Students will describe the functions and physical properties of electrical components and their roles in a mechatronic system. They will apply troubleshooting techniques and strategies to analyze and repair a faulty system. Students will create technical documentation to report abnormalities and the process used to return the system to normal. They will be introduced to current occupational safety regulations and apply safe work practices.
Students will describe the functions and physical properties of mechanical components and electrical drives and their roles in a mechatronic system. They will compare the properties of, and the relationship between, alternating current (AC) and direct current (DC) in electrical drives. Students will apply mechanical principles and analyze material and lubrication selections to increase efficiency in a mechanical system. They will apply troubleshooting techniques and strategies to analyze and repair a faulty system and produce relevant documentation. Students may be required to participate in field trips.

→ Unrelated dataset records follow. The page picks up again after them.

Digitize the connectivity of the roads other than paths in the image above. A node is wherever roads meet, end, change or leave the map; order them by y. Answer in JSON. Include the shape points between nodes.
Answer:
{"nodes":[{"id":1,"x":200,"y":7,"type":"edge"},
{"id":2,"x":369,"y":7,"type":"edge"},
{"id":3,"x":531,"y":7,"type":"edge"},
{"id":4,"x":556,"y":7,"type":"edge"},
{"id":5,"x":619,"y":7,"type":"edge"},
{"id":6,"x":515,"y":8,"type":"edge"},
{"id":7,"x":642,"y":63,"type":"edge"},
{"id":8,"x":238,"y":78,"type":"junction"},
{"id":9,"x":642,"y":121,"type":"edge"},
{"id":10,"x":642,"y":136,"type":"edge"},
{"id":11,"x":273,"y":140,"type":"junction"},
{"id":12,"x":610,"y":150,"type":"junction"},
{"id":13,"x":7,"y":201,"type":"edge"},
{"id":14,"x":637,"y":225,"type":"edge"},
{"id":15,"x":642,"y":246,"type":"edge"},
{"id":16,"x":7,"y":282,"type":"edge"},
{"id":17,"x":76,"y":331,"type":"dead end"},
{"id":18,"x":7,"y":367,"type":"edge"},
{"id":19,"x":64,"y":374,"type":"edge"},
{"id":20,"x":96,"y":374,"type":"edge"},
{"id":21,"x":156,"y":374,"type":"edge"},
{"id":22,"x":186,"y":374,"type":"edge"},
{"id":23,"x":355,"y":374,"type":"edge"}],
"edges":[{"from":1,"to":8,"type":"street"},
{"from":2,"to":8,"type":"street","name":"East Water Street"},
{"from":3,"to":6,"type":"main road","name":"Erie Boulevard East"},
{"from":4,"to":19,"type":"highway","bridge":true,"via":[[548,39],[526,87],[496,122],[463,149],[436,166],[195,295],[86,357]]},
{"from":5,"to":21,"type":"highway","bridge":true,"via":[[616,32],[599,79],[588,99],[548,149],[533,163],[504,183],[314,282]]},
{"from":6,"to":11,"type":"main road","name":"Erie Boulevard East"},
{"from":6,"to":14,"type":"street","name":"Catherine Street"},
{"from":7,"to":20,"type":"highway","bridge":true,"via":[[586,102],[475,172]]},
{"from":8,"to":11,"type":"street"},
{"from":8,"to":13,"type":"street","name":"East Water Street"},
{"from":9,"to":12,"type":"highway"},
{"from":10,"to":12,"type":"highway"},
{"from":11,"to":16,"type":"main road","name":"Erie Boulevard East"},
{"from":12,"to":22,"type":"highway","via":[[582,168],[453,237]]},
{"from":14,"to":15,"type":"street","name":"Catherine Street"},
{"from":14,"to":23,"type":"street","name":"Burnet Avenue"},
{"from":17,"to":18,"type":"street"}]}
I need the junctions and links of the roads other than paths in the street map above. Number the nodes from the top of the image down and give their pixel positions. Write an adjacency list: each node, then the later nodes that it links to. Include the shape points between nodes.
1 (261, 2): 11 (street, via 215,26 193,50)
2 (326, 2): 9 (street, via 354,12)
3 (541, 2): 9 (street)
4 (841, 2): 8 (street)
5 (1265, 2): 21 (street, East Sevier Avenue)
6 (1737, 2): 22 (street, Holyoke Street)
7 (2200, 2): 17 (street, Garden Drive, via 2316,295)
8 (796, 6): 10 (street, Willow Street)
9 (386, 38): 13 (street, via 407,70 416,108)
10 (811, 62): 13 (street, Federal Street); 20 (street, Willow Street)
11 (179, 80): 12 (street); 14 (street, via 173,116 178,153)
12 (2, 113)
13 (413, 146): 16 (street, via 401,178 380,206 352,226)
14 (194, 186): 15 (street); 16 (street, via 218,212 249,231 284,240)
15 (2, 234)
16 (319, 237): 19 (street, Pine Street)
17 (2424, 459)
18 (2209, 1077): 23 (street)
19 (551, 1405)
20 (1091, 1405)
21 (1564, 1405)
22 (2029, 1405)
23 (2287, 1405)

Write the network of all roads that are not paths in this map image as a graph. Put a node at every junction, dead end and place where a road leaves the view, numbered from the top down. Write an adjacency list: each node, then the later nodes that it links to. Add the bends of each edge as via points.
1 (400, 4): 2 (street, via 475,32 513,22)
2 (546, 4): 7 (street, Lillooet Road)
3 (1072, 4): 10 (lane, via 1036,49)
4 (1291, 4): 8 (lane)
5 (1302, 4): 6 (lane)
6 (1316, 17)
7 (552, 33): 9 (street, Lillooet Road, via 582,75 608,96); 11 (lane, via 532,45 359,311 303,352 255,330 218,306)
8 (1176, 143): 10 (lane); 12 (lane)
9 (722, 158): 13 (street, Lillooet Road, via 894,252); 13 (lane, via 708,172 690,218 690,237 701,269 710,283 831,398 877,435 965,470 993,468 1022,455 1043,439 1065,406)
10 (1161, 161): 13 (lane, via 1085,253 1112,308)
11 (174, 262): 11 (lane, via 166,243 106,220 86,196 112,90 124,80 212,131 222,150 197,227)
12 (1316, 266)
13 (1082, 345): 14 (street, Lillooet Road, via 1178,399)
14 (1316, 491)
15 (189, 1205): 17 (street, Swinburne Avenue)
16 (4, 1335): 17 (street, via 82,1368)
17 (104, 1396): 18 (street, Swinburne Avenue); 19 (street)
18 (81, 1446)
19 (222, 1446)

Students will describe the functions and physical properties of pneumatic, electro-pneumatic and hydraulic control circuits and their roles in a mechatronic system. They will calculate volumes, determine effective operating conditions and apply safe operating parameters of pneumatic and hydraulic components. Students will apply troubleshooting techniques to identify and correct malfunctions. They will create technical documentation to report abnormalities and the process used to return the system to normal.
Students will describe the role of programmable logic controllers (PLCs) and trace the flow of information in a mechatronic system. They will apply the fundamentals of digital logic to write basic programs for PLCs and test these programs. Students will apply troubleshooting strategies to localize problems caused by malfunctioning PLC hardware and produce relevant documentation. They will complete a project to digitally control a mechatronic system.
Students will apply the principles of closed-loop control in a mechatronic system. They will create charts for time-based changes of process variables and establish controller operating parameters. Students will describe On/Off and Proportional/Integral/Derivative (PID) controllers and optimize the performance of each. They will apply troubleshooting techniques to analyze, repair and document a faulty system.
Students will utilize integrated automation software and write programs incorporating a variety of functions of Programmable Logic Controllers (PLC) to control equipment operation. They will connect sensors to PLC analogue modules and set up communication networks used in automation. Students will apply troubleshooting techniques to re-establish a faulty network.
Students will apply the principles of control circuits to connect and operate electric motors. They will employ speed control, motor loading and braking methods to optimize the performance of a mechatronic system. Students will analyze performance data to determine causes of motor failure and apply preventive strategies to protect electric motors.
Students will participate in a work placement practicum in a manufacturing environment. They will apply office procedures and software to perform professionally in the manufacturing industry. Students will apply time management procedures to work efficiently and employ stress management strategies to help maintain a healthy work/life balance. They will create a resume and an online portfolio of their training and give presentations to share their experiences in the manufacturing sector. Students may be required to participate in field trips.